Wednesday, September 22, 2004

there's nothing like an ulcer and cough when your tail-bone hurts

YES ITS TRUE. I HAVE PAIN UP MY ASS. not inside though.. just.. right above my butthole and it could very well be my bloody tail bone. damnit. been taking pain killers for the past few days and no improvement.. might have to go for bloody CT scan.

so how's everything? quah's licsense got suspended and i'm not there for him to whack. william's sister got herself a lovely i-pod which i'm sure william will be tempted to steal and use it to impress UOL friends..

where's thean? bon? havent heard from those fuckers.

and FUCK MAN UTD. wanna beat liverpool, beat lah!! dont go hurting Gerrard just because you cant have him. splash your worthless money all over an over-rated player like Rooney lah!! GREAT! super dumbasses... brains-in-backside....

Monday, September 13, 2004

Once upon a time in tiny Penang island...........
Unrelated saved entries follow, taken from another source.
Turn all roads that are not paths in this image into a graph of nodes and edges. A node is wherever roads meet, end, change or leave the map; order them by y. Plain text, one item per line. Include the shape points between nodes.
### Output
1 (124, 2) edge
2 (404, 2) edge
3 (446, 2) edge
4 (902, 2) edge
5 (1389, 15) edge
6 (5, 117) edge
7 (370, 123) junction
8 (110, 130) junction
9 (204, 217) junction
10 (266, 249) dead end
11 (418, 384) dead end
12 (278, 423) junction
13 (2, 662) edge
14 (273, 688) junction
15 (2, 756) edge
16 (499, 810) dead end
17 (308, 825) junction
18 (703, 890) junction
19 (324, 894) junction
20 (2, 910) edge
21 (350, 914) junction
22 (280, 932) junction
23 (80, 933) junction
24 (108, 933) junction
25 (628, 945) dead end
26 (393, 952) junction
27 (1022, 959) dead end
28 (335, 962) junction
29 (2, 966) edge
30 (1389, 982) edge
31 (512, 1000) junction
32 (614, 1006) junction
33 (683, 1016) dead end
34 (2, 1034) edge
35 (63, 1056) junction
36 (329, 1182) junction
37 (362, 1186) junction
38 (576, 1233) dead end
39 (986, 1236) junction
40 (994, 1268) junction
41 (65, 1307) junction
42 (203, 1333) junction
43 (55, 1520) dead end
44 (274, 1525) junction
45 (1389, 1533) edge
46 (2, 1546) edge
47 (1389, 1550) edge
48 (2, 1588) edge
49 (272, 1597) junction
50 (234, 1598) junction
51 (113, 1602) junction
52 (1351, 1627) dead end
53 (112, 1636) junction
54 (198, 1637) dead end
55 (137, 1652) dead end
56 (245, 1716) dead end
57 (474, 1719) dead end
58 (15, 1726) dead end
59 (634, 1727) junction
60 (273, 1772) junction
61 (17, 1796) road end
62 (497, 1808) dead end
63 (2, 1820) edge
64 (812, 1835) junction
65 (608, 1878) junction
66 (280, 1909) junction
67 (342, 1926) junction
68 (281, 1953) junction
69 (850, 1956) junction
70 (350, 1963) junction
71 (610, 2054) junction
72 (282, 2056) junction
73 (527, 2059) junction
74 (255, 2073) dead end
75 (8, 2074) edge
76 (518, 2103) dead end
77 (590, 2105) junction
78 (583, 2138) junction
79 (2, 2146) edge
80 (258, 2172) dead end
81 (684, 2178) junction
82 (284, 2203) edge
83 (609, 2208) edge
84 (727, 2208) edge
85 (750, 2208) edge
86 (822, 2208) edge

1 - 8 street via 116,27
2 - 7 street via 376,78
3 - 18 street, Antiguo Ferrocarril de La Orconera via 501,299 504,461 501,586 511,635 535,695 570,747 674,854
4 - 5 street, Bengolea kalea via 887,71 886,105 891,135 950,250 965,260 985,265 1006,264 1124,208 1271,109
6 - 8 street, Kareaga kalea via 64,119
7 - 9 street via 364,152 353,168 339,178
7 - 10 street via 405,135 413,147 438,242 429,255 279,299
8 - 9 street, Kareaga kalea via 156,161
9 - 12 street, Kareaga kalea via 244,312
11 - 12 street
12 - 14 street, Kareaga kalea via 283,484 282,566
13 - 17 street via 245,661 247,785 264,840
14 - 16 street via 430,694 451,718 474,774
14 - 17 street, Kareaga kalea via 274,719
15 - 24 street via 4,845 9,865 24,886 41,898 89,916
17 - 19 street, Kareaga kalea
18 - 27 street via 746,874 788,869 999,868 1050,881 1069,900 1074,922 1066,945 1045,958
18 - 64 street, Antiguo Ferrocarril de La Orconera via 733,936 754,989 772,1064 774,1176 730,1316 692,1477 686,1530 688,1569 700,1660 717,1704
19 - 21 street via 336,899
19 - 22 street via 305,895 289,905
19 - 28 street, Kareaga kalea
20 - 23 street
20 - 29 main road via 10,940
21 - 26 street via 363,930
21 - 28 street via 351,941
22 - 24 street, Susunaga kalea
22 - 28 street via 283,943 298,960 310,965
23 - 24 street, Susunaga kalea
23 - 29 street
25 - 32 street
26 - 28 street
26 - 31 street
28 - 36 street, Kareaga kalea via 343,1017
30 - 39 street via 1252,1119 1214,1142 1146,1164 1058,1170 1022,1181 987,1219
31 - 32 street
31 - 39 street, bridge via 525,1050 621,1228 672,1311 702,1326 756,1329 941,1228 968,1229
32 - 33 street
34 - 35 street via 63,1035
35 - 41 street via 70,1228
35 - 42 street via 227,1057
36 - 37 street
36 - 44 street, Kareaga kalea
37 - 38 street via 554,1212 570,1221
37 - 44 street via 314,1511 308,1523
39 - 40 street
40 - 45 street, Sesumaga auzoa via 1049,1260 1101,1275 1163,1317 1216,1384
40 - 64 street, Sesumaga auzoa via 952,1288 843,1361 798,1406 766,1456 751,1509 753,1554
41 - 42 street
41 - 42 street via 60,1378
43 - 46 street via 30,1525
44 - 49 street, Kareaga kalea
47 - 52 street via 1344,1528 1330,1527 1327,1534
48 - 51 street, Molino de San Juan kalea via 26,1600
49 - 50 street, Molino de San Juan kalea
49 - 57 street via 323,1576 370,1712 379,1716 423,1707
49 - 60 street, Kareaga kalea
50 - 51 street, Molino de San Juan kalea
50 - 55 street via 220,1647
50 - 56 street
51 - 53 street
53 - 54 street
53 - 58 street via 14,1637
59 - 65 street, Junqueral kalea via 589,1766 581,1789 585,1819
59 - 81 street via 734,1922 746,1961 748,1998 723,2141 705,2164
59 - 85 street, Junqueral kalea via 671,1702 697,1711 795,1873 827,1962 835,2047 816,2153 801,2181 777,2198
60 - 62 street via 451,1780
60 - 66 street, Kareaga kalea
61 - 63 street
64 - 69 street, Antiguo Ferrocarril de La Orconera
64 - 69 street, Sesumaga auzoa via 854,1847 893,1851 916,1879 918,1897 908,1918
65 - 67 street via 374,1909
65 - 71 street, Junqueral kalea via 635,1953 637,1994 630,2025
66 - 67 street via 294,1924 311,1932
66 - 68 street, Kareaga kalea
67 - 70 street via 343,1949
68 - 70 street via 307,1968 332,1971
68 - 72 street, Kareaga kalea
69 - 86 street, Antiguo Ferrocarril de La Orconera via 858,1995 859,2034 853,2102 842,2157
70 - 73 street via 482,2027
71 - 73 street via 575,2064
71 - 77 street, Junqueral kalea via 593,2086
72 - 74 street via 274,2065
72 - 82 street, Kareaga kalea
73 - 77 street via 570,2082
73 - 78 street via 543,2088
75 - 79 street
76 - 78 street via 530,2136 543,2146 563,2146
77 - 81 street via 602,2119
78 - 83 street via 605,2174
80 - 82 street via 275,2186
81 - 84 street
................there was this guy named Quah. He was a tourist there, like every other pretty tourists from different country who come to visit Penang island. But there's a significant difference between Quah and them, they came to see, Quah went to eat. Oh yes, unlike other tourists, Quah knows where to find the good food. You see, Quah came from this tiny little town in a very Northern state called Alor Star. And it so happens that people up north have only two options when they want to shop. They either proceed to a more northern city through the Thai gates (where u probably and most likely bribe your way through the customs) called Haadyai or retrieve south to Penang island. Trust me there's nothing in Sungai Petani on the way other than clay-pot rice and a Tesco. Haadyai is a heaven, but this story is about Penang so let's save Haadyai for some other time.

As told by Quah's stupid friend William, Quah took up Tiah's stupid advice and called his posse to go on a road trip to Penang. Then, signs that something bad was going to happen on the eve of them leaving for Penang. The car accelerator pedal got jammed when Quah was on his way back home from his friend's house with his posse in Alor Star. He had to stomp on the brakes so that the car doesn't bang into another car. Mind you it's a BMW 3.28i so you guess the acceleration with the pedal on full. He swerved the car to the side of the road and immediately switched off the engine before bending over to pull the pedal up. Phew.............STRIKE 1

On the 2nd night, when Quah and his posse were doing their routine trip to checkout the clubbing areas in search of chiobus, they were stopped by police. At first, the police said something was wrong with the road tax label and the expiry year wasn't clear. Then he proceed with asking for Quah's driving license. By then another police came over with a torch to check the road tax label, its still legal, Boo to the 1st police. Clearly, he wanted to find a fault, but being good citizens, Quah and his posse even showed him their ICs when asked. Phew.............STRIKE 2

Quah and his posse woke up at around 2 on the 3rd day, as usual. That was to be their last day in Penang. How can a trip to Penang be complete without eating laksa in Penang? So they got into the car and drove to Ayer Hitam(Near Penang Hill and Pagoda) for laksa. It was around 3pm when they got to Ayer Hitam. As usual, when Quah's hungry and he knows that parking was hard to find, he tried to park at the 1st empty spot upon entering Ayer Hitam. Luck wasn't on his side when suddenly as he was turning, a motorcycle banged into him. "The motorcyclist spinned twice in the air and landed across the drain before banging into some steps," Quah said after the incident. He stopped his car, went down and told one of his friend to call the ambulance. Quah thought the guy was dead. Guess what? He wasn't, But his left foot was injured. OK so that was STRIKE 3, YOU'RE OUT. They brought that injured guy to the clinic and then Quah remembered that they were there for laksa.

"laksa sa pow, kak tow geng, ee eh laksa hoon tui ki lai siang ka sua eh," Quah told one of his posse. (3 packets of laksa, the corner shop, where the laksa noodle is piled up like a mountain) The shop was closed that day...................Strike 3 and you're FIRED!!!! fuck..........

That night they were eating in Kuala Perlis. Eating in 3 different states in a day, now how cool was that?

Back in Business

Alas, after a long vacation in a very northern part of Malaysia, I've returned to KL. And thus this blog has been revived(It still isn't dead is it?) Anyway it's 1/4 to 1 midnight and I'm not gonna give 2 shits about my broken english or watever that follows. Sure enough I have stories to tell and photos to share, and maybe a few advice for ANYBODY travelling to PENANG. Let's face it, it's just a screwed up island with nothing but girls who knows how to dress up, and stupid drivers, and TIAH, and a long bridge, and nice clubbing spots, and good food.............................

.................oh wait, so penang has lots of things, my bad.